Immaginiamo un paese normale. Un governo normale. Una giustizia normale. Immaginiamo un ìndagato, ritenuto colpevole, successivamente, condannato. Cosa accadrebbe? Inflittagli la pena, la sconterebbe secondo le forme, modalità e tempi richiesti dagli organi giudiziari, a meno di riduzioni per buona condotta. Questa, però, almeno in Italia, non è la prassi. L’Italia non è un paese normale. Almeno per ora. Fino al giorno della sua radicale trasformazione, tra i mille problemi a cui la politica deve far fronte, troveremo anche il terribile e temibile sovraffollamento carcerario, la giustizia dai tempi infiniti, la crisi di bilancio (eh si, anche i secondini devono giustamente percepire uno stipendio, le carceri un minimo di manutenzione, i carcerati un pasto caldo e una doccia). Che fare? Indulto per reati minori? Costruzione (il centrodestra, in tal proposito, cosa ha fatto nei 5 anni precedenti) di nuovi carceri? Estensione delle pene cosiddette alternative (lavori socialmente utili, comunità, domiciliari, braccialetto elettronico)? Tutte belle proposte ma, al netto delle utopie, rimane poco. Giusto allora l’avvertimento del ministro Di Pietro sui rischi di un’indulto ad ampio raggio con i relativi problemi di ordine pubblico e politico(vedi Previti&co.).
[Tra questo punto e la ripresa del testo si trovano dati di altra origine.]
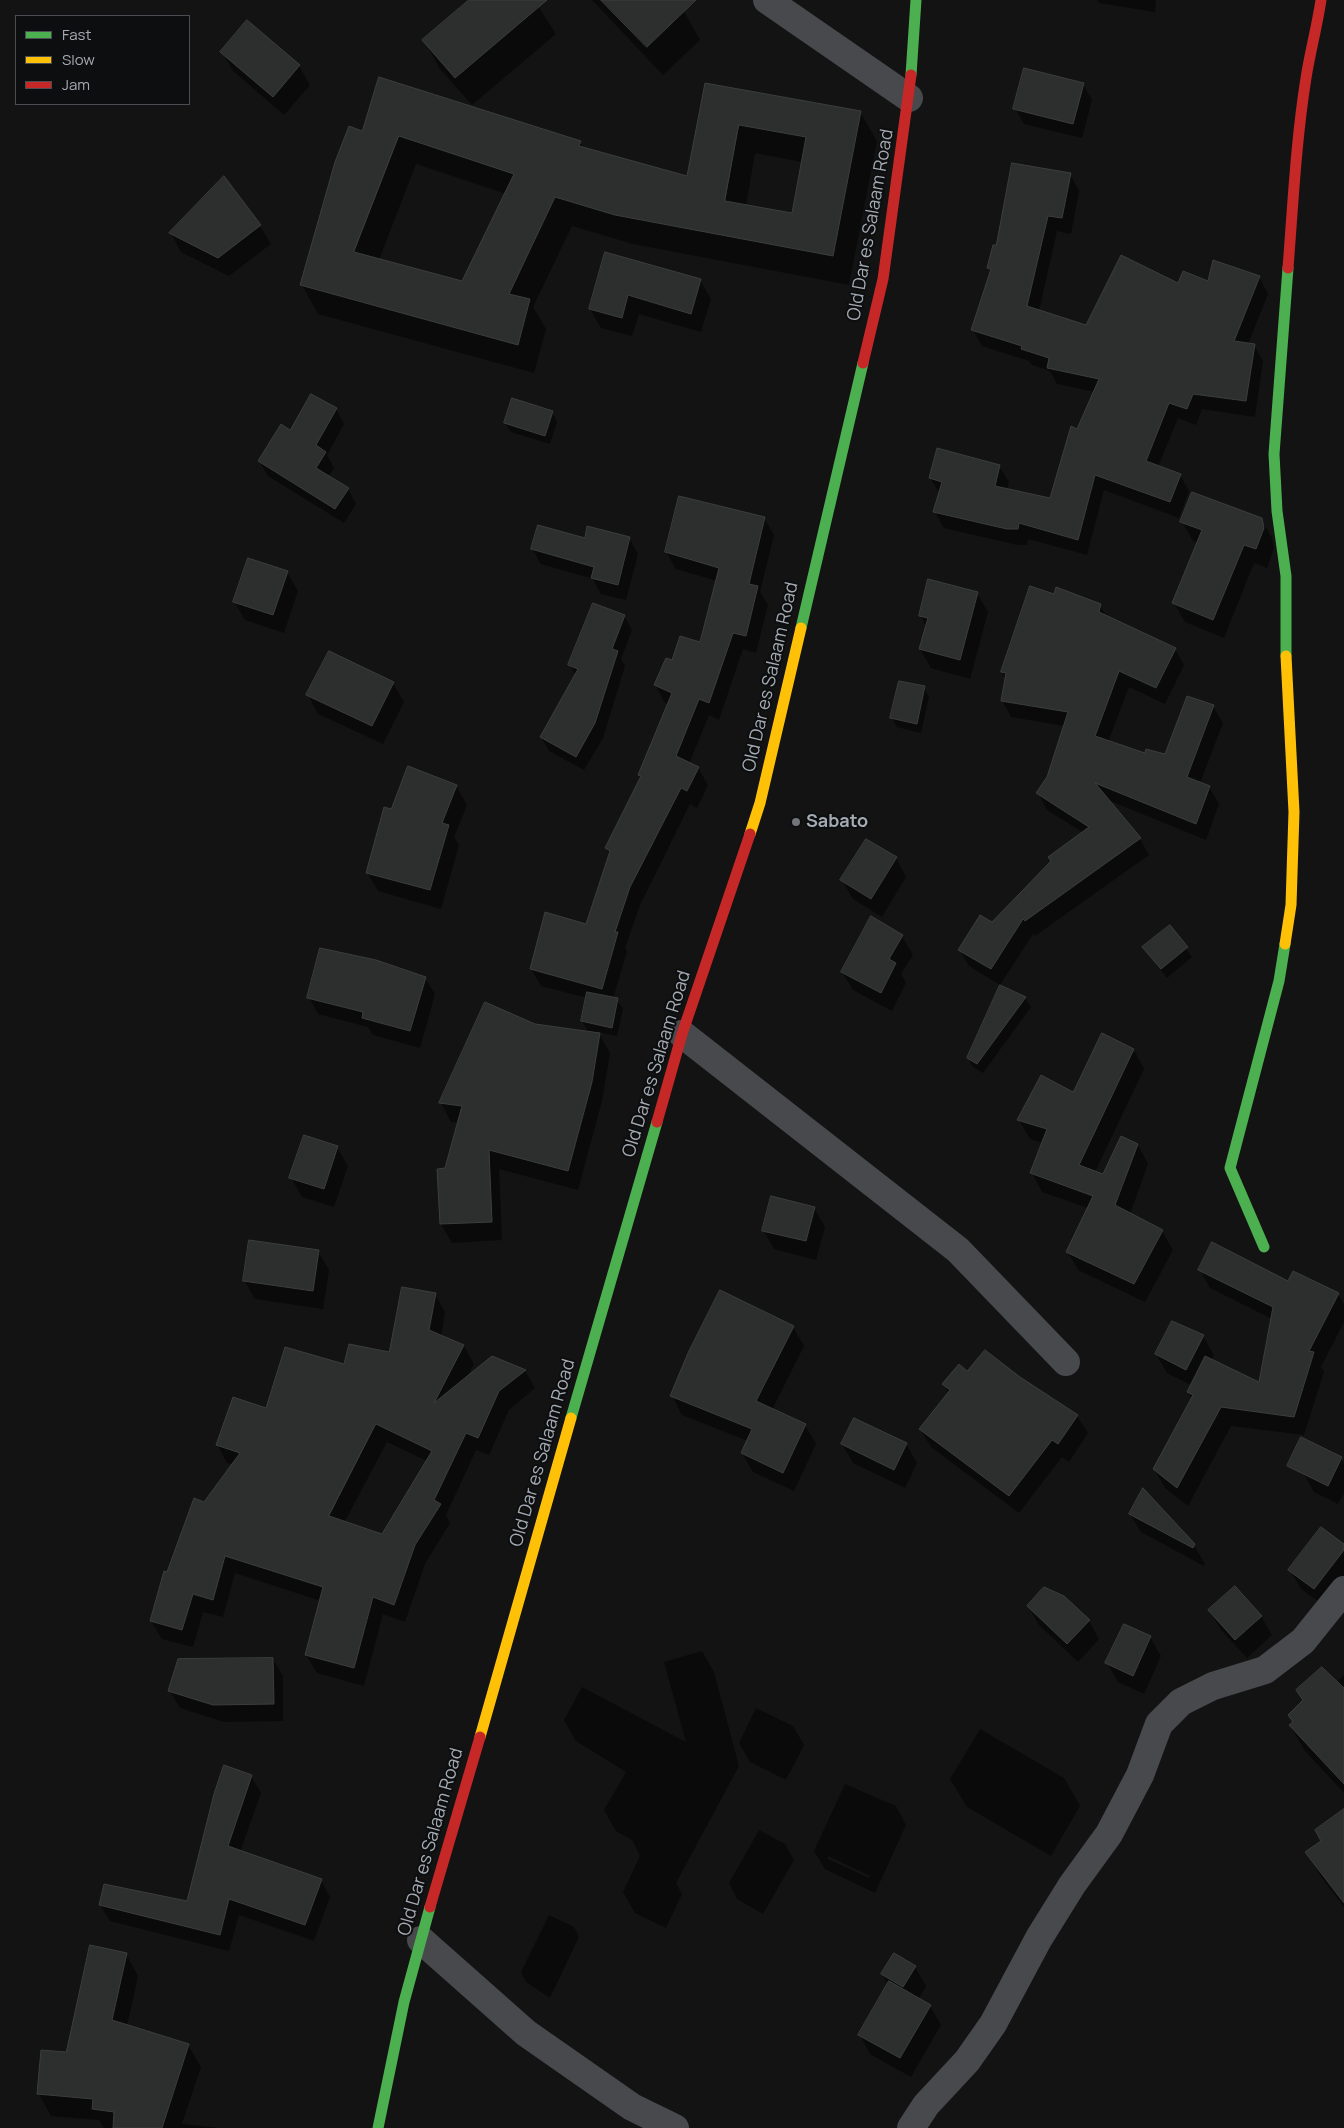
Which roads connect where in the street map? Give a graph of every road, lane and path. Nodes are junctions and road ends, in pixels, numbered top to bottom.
1 (767, 0) edge
2 (916, 0) edge
3 (1321, 0) edge
4 (909, 98) junction
5 (682, 1034) junction
6 (1264, 1247) dead end
7 (1066, 1362) dead end
8 (1344, 1590) edge
9 (421, 1940) junction
10 (378, 2128) edge
11 (675, 2128) edge
12 (911, 2128) edge

1 - 4 street
2 - 4 street, Old Dar es Salaam Road
3 - 6 street
4 - 5 street, Old Dar es Salaam Road
5 - 7 street
5 - 9 street, Old Dar es Salaam Road
8 - 12 street
9 - 10 street, Old Dar es Salaam Road
9 - 11 street

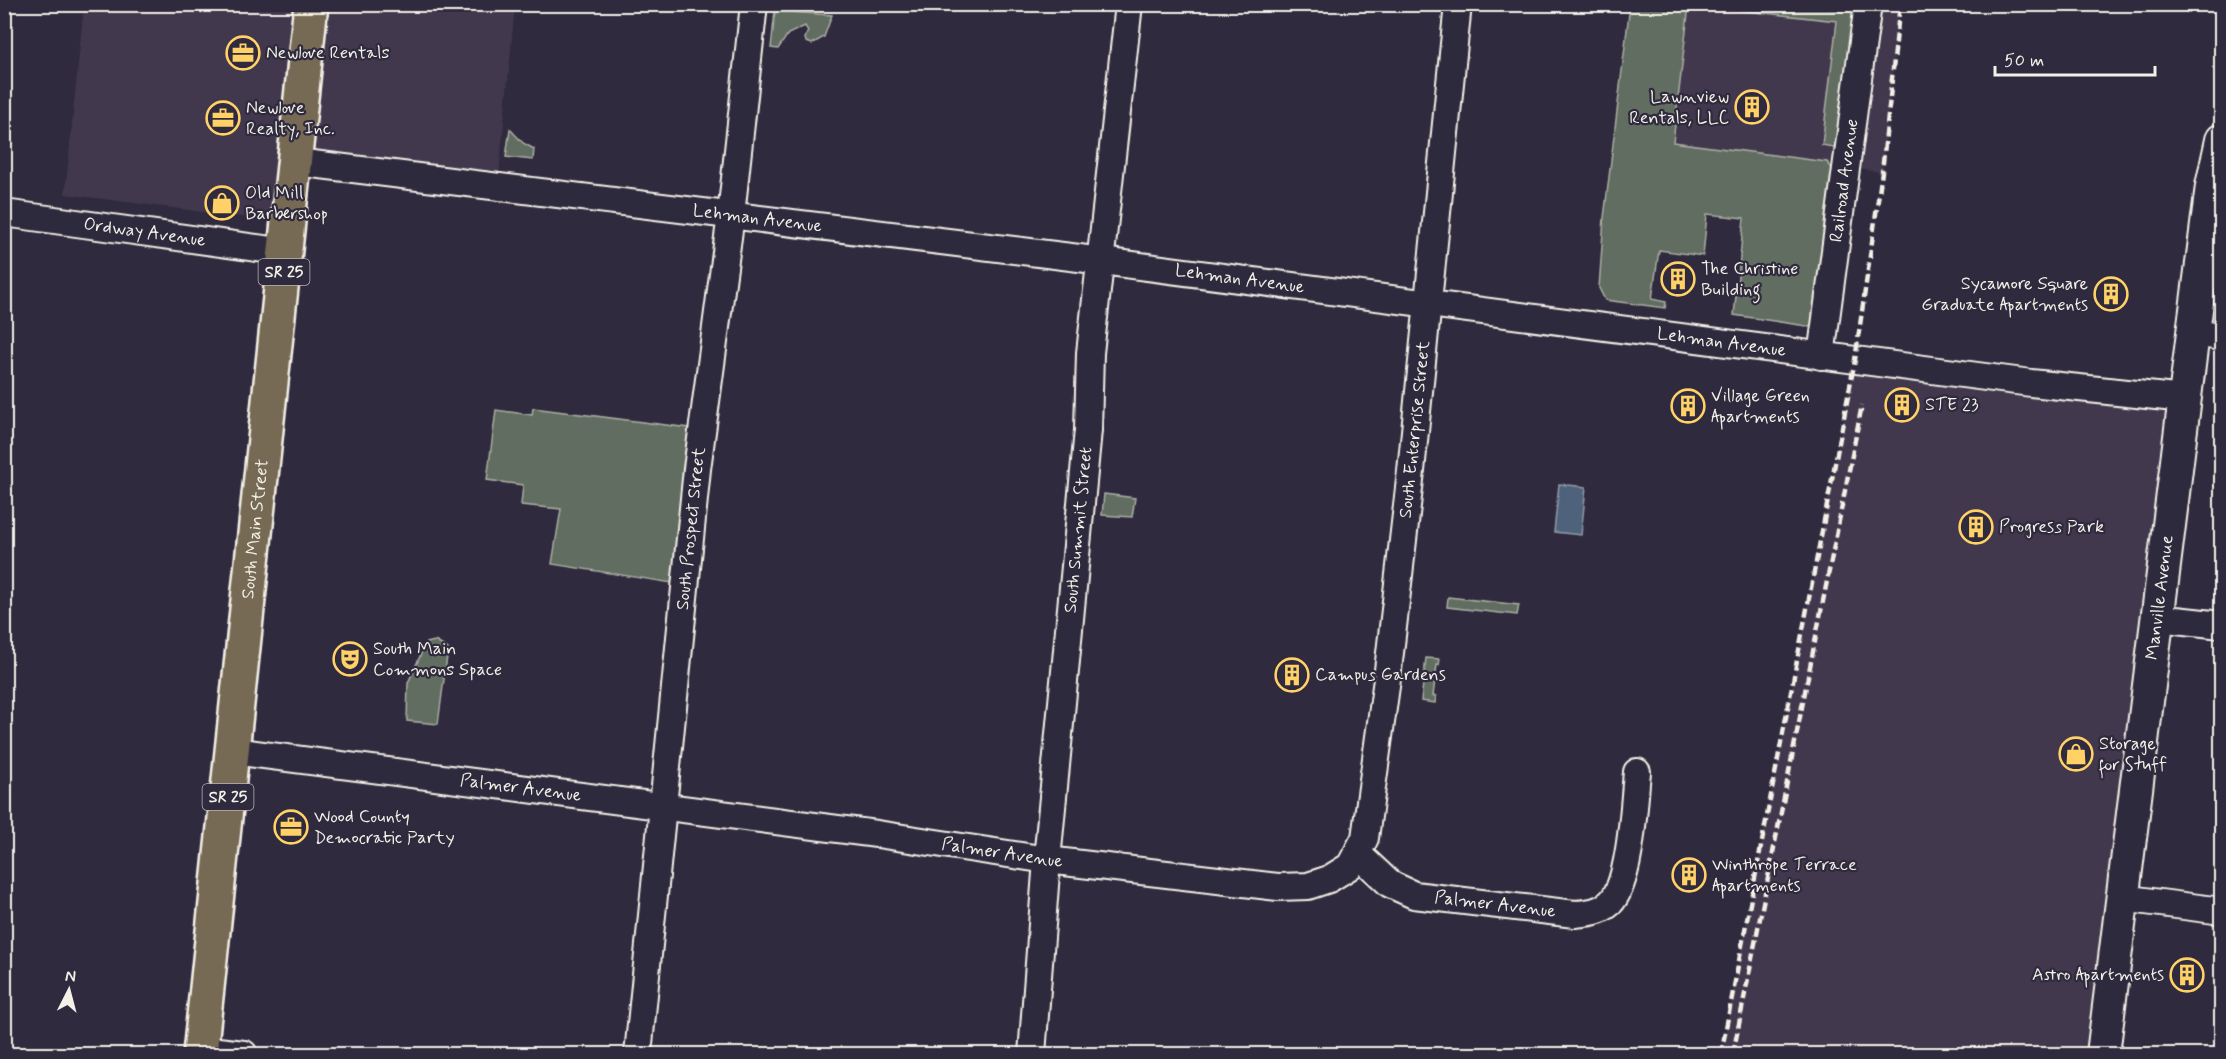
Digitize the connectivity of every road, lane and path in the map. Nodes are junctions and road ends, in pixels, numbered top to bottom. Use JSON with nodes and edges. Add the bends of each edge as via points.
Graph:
{"nodes":[{"id":1,"x":311,"y":4,"type":"edge"},
{"id":2,"x":753,"y":4,"type":"edge"},
{"id":3,"x":1129,"y":4,"type":"edge"},
{"id":4,"x":1458,"y":4,"type":"edge"},
{"id":5,"x":1868,"y":4,"type":"edge"},
{"id":6,"x":2222,"y":140,"type":"edge"},
{"id":7,"x":296,"y":162,"type":"junction"},
{"id":8,"x":4,"y":213,"type":"edge"},
{"id":9,"x":731,"y":215,"type":"junction"},
{"id":10,"x":286,"y":252,"type":"junction"},
{"id":11,"x":1100,"y":261,"type":"junction"},
{"id":12,"x":1428,"y":305,"type":"junction"},
{"id":13,"x":2207,"y":335,"type":"edge"},
{"id":14,"x":1821,"y":356,"type":"junction"},
{"id":15,"x":2185,"y":399,"type":"junction"},
{"id":16,"x":2157,"y":618,"type":"junction"},
{"id":17,"x":2222,"y":625,"type":"edge"},
{"id":18,"x":233,"y":751,"type":"junction"},
{"id":19,"x":1637,"y":772,"type":"dead end"},
{"id":20,"x":662,"y":807,"type":"junction"},
{"id":21,"x":1358,"y":854,"type":"junction"},
{"id":22,"x":1047,"y":860,"type":"junction"},
{"id":23,"x":2122,"y":898,"type":"junction"},
{"id":24,"x":2222,"y":911,"type":"edge"},
{"id":25,"x":200,"y":1052,"type":"edge"},
{"id":26,"x":244,"y":1054,"type":"edge"},
{"id":27,"x":638,"y":1054,"type":"edge"},
{"id":28,"x":1032,"y":1054,"type":"edge"},
{"id":29,"x":2103,"y":1054,"type":"edge"}],
"edges":[{"from":1,"to":7,"type":"main road","name":"South Main Street","number":"SR 25"},
{"from":2,"to":9,"type":"street","name":"South Prospect Street"},
{"from":3,"to":11,"type":"street","name":"South Summit Street"},
{"from":4,"to":12,"type":"street","name":"South Enterprise Street"},
{"from":5,"to":14,"type":"street","name":"Railroad Avenue"},
{"from":6,"to":13,"type":"street","name":"Manville Avenue","via":[[2212,186]]},
{"from":7,"to":9,"type":"street","name":"Lehman Avenue"},
{"from":7,"to":10,"type":"main road","name":"South Main Street","number":"SR 25"},
{"from":8,"to":10,"type":"street","name":"Ordway Avenue"},
{"from":9,"to":11,"type":"street","name":"Lehman Avenue"},
{"from":9,"to":20,"type":"street","name":"South Prospect Street","via":[[697,469]]},
{"from":10,"to":18,"type":"main road","name":"South Main Street","number":"SR 25"},
{"from":11,"to":12,"type":"street","name":"Lehman Avenue"},
{"from":11,"to":22,"type":"street","name":"South Summit Street"},
{"from":12,"to":14,"type":"street","name":"Lehman Avenue"},
{"from":12,"to":21,"type":"street","name":"South Enterprise Street","via":[[1388,670],[1365,838]]},
{"from":13,"to":15,"type":"street","name":"Manville Avenue"},
{"from":14,"to":15,"type":"street","name":"Lehman Avenue"},
{"from":15,"to":16,"type":"street","name":"Manville Avenue"},
{"from":16,"to":17,"type":"street"},
{"from":16,"to":23,"type":"street","name":"Manville Avenue"},
{"from":18,"to":20,"type":"street","name":"Palmer Avenue"},
{"from":18,"to":25,"type":"main road","name":"South Main Street","number":"SR 25"},
{"from":19,"to":21,"type":"street","name":"Palmer Avenue","via":[[1620,887],[1610,903],[1594,913],[1414,895],[1390,884]]},
{"from":20,"to":22,"type":"street","name":"Palmer Avenue"},
{"from":20,"to":27,"type":"street","name":"South Prospect Street"},
{"from":21,"to":22,"type":"street","name":"Palmer Avenue","via":[[1350,866],[1329,879],[1308,886],[1278,887]]},
{"from":22,"to":28,"type":"street","name":"South Summit Street"},
{"from":23,"to":24,"type":"street"},
{"from":23,"to":29,"type":"street","name":"Manville Avenue"},
{"from":25,"to":26,"type":"street"}]}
Giusto, però, anche considerare il problema della maggioranza in aula, obbligatoria dei due terzi, e dei relativi compromessi necessari per farle superare il varco parlamentare. Allora, importante discutere, riflettere e ponderare accuratamente prima di dare il via ad una qualsivoglia soluzione. Divieto assoluto di parate giullaresche in piazza ed autogol clamorosi: cosa di cui si vede, ahinoi, sempre più delineato il pericolo.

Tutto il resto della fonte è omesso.